昨日のセミナーで公開してしまいましたが、弁護士と司法書士と私でセミナーの打ち合わせをしているときにとんでもないアイディアを思いついてしまった。

よく相続や事業承継の本で、後継者に普通株式を相続させ、後継者以外の相続人には無議決権の配当優先株式を相続させれば、支配権と財産権をうまく切り分ける事ができ、肝心な支配権を後継者に、将来配当をもらってお金に困らない暮らしという意味での財産権を、他の相続人に相続させて、みんなハッピーというシナリオです。

最低限主張できる慰留分についてもきちんとケアされているので、一件すばらしいプランに聞こえます。

 しかし待てよ。日本の中小同族会社で「配当をする会社」がどれだけあるのかという疑問がふとわいてきたわけです。そもそも、役員報酬で全てもらってしまって利益を消してしまうところがほとんどなので、わざわざ法人税を払った後の利益から、源泉所得税をさっ引いて配当するという会社はかなり少数です。

となると、事実上配当をもらえないし、圧力をかけようにも議決権はないしということで、その他の相続人は非常に困った立場に立たされるわけです。しかも、相続税は待ったなしでかかってきます。(2年間無配の場合は議決権が復活するというような設計は任意です)

他に現金が無ければ、家まで差し押さえられるかも知れませんし、もし連帯保証で後継者の方にいったとしても、それは元々その人が払うはずだったお金だから、本人は一銭も損はしません。なんなら、無議決権株式の評価として5%分を負担してあげても良いですけどね。

もう、後継者に泣きつくしかありません。

しかも、株式は価値があるとみなされてしまうので、遺留分を侵害しているからと訴えても、将来にわたって配当が無いというのを証明するのはそもそも無理ですし、もう財産をもらっているでしょということになってしまい意味がないわけです。

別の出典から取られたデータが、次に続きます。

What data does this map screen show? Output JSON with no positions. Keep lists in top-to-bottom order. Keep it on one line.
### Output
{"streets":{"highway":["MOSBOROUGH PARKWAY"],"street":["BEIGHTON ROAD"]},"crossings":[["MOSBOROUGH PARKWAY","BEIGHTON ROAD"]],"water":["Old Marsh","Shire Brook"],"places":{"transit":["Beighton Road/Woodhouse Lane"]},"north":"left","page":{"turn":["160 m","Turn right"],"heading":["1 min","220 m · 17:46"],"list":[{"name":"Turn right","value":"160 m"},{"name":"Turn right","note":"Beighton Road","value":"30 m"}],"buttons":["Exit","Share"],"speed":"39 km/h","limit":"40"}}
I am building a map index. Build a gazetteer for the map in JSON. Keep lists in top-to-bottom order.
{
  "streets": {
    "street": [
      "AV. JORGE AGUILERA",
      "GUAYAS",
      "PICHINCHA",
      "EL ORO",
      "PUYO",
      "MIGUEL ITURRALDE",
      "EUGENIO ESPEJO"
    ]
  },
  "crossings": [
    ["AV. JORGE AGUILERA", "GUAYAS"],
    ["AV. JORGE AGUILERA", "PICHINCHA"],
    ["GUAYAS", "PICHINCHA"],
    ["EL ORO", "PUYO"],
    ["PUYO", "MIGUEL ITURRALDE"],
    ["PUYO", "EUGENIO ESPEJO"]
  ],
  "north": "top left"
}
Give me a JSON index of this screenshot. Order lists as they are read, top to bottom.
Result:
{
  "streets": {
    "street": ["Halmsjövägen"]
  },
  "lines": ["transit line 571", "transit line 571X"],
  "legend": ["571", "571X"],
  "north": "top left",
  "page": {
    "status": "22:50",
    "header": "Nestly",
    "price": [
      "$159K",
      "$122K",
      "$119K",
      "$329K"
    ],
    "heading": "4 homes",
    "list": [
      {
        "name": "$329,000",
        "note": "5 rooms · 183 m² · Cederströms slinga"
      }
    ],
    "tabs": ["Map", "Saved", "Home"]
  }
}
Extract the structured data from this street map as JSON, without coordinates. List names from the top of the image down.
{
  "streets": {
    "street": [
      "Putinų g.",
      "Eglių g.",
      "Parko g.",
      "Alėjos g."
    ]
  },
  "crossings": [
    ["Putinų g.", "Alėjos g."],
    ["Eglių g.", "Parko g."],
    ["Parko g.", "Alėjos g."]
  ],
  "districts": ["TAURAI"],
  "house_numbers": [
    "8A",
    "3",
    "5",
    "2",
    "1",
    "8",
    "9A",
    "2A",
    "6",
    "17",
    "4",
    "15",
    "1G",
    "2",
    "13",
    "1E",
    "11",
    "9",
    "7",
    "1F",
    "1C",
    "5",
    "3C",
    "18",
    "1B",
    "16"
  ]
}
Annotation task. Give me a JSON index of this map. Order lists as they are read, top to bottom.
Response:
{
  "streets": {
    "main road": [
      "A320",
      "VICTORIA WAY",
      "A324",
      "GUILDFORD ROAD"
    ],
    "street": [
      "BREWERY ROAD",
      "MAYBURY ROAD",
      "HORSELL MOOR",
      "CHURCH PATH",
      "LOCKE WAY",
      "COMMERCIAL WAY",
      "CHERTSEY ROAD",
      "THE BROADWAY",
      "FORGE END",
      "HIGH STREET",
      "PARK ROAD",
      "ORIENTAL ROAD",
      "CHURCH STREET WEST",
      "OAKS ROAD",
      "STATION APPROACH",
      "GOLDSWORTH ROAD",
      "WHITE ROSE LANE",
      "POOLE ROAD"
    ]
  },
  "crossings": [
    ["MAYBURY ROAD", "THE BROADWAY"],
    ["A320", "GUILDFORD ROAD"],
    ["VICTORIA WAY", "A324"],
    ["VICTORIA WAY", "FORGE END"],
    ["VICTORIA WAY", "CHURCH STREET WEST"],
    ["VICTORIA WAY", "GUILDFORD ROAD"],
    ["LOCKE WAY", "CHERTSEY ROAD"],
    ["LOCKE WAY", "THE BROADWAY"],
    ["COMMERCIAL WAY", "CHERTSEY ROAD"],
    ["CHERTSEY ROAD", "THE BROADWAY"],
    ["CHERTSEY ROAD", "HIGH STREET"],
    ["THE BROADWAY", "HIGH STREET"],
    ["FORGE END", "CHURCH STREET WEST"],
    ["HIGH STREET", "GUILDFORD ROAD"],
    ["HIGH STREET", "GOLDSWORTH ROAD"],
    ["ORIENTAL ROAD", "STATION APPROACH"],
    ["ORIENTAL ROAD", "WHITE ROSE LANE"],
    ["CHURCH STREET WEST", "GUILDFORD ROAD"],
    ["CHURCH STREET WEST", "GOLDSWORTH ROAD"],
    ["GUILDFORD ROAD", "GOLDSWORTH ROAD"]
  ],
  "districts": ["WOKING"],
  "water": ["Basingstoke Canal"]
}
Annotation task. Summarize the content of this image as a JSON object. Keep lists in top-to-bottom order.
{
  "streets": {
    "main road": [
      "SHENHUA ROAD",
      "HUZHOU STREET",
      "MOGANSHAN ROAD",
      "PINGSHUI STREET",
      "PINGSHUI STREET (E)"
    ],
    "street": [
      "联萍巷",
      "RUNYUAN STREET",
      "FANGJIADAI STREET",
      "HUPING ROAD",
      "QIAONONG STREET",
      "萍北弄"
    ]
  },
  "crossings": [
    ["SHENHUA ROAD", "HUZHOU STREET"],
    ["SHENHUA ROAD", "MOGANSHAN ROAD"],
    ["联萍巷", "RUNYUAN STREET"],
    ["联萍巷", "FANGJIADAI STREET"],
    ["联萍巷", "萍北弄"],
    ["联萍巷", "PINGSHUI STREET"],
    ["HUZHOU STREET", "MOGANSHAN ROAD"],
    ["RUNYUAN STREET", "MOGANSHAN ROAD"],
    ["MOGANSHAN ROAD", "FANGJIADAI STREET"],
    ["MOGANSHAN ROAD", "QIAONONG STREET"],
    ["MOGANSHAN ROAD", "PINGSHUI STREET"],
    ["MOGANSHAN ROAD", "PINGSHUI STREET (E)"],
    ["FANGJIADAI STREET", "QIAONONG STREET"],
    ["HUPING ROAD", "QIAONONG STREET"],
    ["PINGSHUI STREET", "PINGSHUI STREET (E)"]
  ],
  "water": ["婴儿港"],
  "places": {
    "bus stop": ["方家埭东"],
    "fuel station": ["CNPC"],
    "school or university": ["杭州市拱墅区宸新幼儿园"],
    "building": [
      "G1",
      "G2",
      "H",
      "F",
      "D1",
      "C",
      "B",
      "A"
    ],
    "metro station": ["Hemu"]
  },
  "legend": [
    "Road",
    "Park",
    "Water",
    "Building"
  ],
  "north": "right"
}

じゃ、捨ててしまえば良いじゃないかと思っても、そうは問屋が卸しません。株主名簿に書いてある以上捨てたとしても株主です。こんな株を買ってくれる人もいないでしょうし、結局後継者に泣きついて安く買ってもらうしかないのです。そうしない限り永久に本来後継者の支払うはずだった相続税の一部を払い続けなければいないという毒は、末代までたたります。

創業者のパパが子どもたちによかれと思って行った相続対策と遺言が、かえって子どもたちの関係を悪化させてしまう事になるわけです。

しかも、今のところ解毒剤は発見されていません。まさに解毒不能の猛毒です。唯一3ヶ月以内に相続放棄をしないと毒が体中に回ってしまいます。

もし、どうしても懲らしめたい放蕩息子や放蕩娘がいるのであれば後継者と相談の上、毒まんじゅうを盛るというのもあり・・・、いやいや、この破壊力は核兵器並みなので、よい子のみなさんはそんな事はしないですよね。(3ヶ月以内にこれだけの複合的な知識を持っている専門家に相談するのは、放蕩息子や放蕩娘には事実上不可能かもしれませんし)

あー、怖い怖い。
私の知っている人たちが「毒まんじゅう」にあたらないことをお祈りしています。

-【警告!】------------------------------------------
節税はナマものです。たとえ現時点で有効であっても、数年後には封じられることもありますし、対策の時期、目的、規模、期間、あるいは対象の個別事情によっては当初想定されていた効果が出ない場合もあります。実際の実行にあたってはきちんと専門家に相談して事故の責任において行うようにしてください。